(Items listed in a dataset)

# # # #

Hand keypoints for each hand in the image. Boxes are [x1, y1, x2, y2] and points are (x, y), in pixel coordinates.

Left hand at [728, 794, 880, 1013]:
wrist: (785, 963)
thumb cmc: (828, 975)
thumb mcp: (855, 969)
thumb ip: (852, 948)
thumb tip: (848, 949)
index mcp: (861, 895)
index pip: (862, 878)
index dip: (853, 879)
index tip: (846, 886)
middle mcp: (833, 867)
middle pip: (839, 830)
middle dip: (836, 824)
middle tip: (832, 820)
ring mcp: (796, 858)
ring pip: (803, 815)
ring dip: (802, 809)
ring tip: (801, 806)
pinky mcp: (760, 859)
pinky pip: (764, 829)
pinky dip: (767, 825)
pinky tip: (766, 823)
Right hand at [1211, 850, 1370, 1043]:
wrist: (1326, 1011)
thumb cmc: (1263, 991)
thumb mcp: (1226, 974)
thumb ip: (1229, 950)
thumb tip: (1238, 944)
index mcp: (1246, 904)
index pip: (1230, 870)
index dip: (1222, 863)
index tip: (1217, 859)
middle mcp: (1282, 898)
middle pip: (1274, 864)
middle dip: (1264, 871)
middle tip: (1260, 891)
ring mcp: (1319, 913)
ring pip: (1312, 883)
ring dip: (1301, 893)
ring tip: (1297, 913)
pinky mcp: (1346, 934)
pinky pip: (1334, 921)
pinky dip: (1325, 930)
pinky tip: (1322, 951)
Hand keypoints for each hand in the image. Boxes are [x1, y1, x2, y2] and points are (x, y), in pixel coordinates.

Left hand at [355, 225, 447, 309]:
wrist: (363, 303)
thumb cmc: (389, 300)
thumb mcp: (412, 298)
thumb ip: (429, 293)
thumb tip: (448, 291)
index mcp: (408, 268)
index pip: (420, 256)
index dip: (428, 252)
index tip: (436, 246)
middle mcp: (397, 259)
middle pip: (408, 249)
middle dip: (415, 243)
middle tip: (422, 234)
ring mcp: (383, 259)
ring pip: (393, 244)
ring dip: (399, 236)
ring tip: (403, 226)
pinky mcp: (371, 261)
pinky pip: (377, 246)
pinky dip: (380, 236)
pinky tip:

# # # #

Work instructions: Return the span of lines in the data above that opens at the line with "pinky mcp: (1346, 934)" and closes at the line with "index pip: (420, 256)", exactly, ends included, nothing else.

Exercise output:
pinky mcp: (1346, 934)
pinky pip: (1334, 921)
pinky dip: (1325, 930)
pinky tip: (1322, 951)
Hand keypoints for each hand in the image. Boxes are [x1, y1, x2, y2] and points are (x, y), in pixel coordinates.

Left hand at [355, 225, 447, 309]:
wrist: (363, 303)
thumb cmc: (389, 300)
thumb mcp: (412, 298)
thumb ip: (429, 293)
thumb tip: (448, 291)
index mcp: (408, 268)
index pip: (420, 256)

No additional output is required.